Após o anúncio da instalação da repartição comercial, a Autoridade Palestina condenou a decisão do governo brasileiro e anunciou que vai chamar de volta ao Oriente Médio o embaixador no Brasil para consultas, o que no protocolo diplomático significa uma grande insatisfação e reprovação por parte do governo palestino.

“[Bolsonaro] está mexendo com um assunto delicado, conflitivo”, disse o diplomata da Palestina.

“Interferir nisso será inoportuno. Não por parte só do Brasil, de qualquer país. Deixem as duas partes se entenderem”, complementou Ibrahim Alzeben.

O representante da Palestina no Brasil ressaltou que ainda tem esperança de que a decisão “seja revista” pelo governo brasileiro. Segundo ele, o Brasil não deve “aceitar chantagens e pressões”, nem do lado palestino nem do israelense.

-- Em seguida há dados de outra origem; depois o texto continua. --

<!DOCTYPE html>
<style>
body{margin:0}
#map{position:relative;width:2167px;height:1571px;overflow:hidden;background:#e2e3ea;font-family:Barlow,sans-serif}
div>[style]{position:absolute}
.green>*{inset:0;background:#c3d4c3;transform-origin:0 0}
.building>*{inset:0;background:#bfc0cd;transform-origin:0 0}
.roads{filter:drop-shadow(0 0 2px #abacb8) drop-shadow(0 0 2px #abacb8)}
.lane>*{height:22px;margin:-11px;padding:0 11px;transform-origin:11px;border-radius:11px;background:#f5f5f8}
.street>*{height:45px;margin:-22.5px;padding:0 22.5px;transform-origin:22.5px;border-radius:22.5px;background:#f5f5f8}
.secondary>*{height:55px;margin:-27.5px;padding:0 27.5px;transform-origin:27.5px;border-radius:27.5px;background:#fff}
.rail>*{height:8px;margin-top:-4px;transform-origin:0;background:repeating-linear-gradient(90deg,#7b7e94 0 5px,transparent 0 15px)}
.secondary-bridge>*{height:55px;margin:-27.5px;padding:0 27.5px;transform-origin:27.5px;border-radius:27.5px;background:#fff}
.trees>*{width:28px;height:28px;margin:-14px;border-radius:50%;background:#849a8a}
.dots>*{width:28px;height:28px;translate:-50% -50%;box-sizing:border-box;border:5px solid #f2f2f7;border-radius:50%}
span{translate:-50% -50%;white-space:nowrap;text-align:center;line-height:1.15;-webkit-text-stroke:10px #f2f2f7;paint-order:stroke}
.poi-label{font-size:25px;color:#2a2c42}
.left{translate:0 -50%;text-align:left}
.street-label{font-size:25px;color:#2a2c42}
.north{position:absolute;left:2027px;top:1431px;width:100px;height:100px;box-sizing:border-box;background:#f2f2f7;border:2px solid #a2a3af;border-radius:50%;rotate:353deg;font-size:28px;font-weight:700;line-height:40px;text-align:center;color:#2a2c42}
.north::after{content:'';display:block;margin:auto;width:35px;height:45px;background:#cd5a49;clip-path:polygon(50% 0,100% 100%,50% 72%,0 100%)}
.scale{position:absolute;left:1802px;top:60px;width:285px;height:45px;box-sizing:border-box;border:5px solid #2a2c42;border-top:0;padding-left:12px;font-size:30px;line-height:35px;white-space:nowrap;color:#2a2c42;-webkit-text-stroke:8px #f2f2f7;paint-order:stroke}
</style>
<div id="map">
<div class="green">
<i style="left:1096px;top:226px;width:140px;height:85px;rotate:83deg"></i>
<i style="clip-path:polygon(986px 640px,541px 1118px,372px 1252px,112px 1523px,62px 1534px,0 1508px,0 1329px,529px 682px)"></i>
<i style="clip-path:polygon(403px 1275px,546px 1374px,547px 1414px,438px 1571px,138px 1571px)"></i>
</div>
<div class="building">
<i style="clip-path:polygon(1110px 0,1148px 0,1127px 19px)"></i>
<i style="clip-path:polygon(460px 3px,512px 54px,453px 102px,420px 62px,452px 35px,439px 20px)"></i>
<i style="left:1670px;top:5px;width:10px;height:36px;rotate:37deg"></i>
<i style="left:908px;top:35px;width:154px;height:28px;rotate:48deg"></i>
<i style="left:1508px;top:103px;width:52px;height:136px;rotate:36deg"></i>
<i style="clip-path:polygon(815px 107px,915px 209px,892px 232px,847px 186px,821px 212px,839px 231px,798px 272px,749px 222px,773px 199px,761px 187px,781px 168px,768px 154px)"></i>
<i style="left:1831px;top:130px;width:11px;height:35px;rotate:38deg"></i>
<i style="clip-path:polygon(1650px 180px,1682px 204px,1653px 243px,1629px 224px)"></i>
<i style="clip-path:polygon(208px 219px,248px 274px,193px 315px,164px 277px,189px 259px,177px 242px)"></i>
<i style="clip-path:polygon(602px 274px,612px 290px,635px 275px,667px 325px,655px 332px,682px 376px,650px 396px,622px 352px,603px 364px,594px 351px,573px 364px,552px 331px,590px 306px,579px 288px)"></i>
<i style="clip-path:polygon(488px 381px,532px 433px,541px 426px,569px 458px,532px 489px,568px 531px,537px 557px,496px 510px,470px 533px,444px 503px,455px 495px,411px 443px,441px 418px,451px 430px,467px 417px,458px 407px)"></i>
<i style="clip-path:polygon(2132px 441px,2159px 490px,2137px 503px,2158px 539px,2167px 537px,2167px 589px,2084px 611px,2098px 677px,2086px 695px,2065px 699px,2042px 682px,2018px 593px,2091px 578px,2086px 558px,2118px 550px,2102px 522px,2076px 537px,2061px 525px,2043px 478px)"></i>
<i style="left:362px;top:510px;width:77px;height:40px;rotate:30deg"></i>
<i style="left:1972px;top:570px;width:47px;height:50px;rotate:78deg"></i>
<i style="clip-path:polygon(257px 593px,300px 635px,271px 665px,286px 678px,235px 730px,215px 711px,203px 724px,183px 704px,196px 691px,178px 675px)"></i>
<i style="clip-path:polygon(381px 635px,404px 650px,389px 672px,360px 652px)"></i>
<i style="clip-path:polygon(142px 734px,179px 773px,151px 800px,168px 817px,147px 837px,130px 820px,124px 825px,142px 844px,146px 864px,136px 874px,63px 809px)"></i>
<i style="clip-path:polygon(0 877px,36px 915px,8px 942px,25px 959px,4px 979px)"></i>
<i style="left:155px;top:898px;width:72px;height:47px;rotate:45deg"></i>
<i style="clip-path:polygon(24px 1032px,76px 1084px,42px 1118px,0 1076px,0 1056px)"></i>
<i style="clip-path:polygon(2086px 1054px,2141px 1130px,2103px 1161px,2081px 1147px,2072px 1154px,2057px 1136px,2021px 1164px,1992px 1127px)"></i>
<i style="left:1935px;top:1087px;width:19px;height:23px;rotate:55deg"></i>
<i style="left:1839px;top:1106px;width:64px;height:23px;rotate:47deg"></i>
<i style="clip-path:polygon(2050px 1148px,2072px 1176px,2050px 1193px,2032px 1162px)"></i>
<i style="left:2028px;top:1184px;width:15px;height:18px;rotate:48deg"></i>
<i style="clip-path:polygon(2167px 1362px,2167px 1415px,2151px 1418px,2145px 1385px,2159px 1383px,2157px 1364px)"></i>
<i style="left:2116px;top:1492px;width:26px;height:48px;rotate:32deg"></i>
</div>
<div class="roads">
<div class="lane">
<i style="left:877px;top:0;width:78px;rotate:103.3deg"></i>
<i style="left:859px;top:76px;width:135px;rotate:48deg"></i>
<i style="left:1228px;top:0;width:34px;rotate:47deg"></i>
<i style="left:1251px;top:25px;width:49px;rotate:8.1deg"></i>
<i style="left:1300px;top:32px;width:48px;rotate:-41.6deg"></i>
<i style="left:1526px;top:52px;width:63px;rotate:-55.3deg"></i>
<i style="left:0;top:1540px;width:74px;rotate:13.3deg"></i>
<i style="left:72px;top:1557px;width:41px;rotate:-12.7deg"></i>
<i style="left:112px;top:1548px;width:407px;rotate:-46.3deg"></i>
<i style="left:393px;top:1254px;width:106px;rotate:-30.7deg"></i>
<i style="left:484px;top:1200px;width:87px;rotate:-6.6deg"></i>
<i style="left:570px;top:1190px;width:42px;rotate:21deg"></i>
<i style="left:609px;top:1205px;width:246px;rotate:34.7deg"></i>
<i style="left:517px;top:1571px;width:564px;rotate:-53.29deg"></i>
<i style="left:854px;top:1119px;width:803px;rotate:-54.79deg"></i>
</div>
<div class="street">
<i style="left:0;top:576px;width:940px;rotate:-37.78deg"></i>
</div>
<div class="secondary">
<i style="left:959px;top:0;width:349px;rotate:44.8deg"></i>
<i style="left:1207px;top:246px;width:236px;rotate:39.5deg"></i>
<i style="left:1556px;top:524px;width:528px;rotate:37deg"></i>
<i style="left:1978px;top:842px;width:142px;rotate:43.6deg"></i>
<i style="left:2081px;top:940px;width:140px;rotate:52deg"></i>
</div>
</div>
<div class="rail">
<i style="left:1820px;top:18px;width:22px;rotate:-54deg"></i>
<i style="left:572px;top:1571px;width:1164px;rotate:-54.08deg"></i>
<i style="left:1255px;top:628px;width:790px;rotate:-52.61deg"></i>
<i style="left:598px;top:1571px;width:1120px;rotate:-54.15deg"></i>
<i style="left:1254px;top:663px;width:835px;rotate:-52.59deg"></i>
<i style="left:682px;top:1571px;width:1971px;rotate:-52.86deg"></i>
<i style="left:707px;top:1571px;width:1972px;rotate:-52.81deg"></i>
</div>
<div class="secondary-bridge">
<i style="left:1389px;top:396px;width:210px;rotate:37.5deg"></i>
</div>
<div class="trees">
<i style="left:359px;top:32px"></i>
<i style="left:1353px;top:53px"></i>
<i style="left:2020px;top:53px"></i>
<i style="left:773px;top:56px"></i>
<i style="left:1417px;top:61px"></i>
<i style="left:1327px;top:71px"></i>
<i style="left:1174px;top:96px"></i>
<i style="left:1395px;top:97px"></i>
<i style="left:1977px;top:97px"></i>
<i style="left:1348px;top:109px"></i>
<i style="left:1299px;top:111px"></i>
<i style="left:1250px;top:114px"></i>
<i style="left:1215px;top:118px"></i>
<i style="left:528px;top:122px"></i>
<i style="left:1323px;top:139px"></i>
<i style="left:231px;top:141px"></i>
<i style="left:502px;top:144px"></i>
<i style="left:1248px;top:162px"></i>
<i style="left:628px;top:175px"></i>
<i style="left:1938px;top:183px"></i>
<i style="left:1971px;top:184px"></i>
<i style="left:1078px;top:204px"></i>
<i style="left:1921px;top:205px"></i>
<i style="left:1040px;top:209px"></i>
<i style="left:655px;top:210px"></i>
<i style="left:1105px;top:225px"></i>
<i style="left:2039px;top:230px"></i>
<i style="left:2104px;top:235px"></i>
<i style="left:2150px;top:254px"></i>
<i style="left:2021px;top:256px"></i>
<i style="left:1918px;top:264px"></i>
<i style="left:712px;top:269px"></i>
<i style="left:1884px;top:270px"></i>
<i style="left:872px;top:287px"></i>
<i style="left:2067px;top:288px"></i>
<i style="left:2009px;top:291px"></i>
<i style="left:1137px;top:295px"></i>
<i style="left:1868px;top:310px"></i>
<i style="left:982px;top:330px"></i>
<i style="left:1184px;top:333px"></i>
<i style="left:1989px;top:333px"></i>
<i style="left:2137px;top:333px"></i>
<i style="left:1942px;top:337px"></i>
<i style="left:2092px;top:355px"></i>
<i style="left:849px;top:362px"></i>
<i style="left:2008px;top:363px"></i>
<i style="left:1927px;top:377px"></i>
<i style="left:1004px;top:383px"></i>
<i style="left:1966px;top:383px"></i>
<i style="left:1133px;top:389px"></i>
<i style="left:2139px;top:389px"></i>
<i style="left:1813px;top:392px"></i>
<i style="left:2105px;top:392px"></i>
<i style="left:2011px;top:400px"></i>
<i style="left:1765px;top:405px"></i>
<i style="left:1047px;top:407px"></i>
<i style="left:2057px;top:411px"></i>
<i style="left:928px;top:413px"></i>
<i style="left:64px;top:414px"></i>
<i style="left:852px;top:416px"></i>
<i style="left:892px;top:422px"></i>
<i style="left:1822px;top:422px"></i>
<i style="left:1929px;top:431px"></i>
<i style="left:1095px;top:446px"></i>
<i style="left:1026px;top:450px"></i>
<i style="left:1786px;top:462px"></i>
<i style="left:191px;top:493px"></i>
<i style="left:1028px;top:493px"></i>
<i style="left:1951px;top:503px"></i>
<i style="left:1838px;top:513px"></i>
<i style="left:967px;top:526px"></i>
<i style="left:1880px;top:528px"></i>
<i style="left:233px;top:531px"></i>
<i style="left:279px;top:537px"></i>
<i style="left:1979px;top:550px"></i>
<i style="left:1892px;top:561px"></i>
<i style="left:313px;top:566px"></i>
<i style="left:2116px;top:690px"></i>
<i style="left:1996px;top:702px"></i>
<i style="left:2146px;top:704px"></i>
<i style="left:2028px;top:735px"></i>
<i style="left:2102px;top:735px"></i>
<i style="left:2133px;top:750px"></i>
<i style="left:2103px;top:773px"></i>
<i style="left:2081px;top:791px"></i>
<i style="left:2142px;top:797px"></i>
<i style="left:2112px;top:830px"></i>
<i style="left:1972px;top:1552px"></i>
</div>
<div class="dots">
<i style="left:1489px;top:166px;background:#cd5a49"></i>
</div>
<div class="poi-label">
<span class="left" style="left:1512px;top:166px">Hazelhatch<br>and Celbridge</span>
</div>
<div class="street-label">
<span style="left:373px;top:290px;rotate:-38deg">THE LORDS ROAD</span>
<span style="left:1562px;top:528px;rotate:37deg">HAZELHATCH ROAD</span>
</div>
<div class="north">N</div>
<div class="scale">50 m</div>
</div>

O diplomata enfatizou que ainda não recebeu nenhuma convocação oficial para voltar à Palestina. “Estão aguardando desdobramento de toda a visita. Melhor esperar um pouco e deixarmos para nossa liderança tomar a decisão, se é necessário efetivar esse passo ou recuar”, ponderou.

Audiência com Bolsonaro

Diplomata mais antigo do conselho de embaixadores árabes que atuam no Brasil, Ibrahim Alzeben disse que ele e outros representantes de nações vizinhas a Israel querem aproveitar a reunião solicitada a Bolsonaro para cumprimentar o presidente brasileiro pela posse e, “seguramente”, tratar de temas de interesse dos países do Oriente Médio.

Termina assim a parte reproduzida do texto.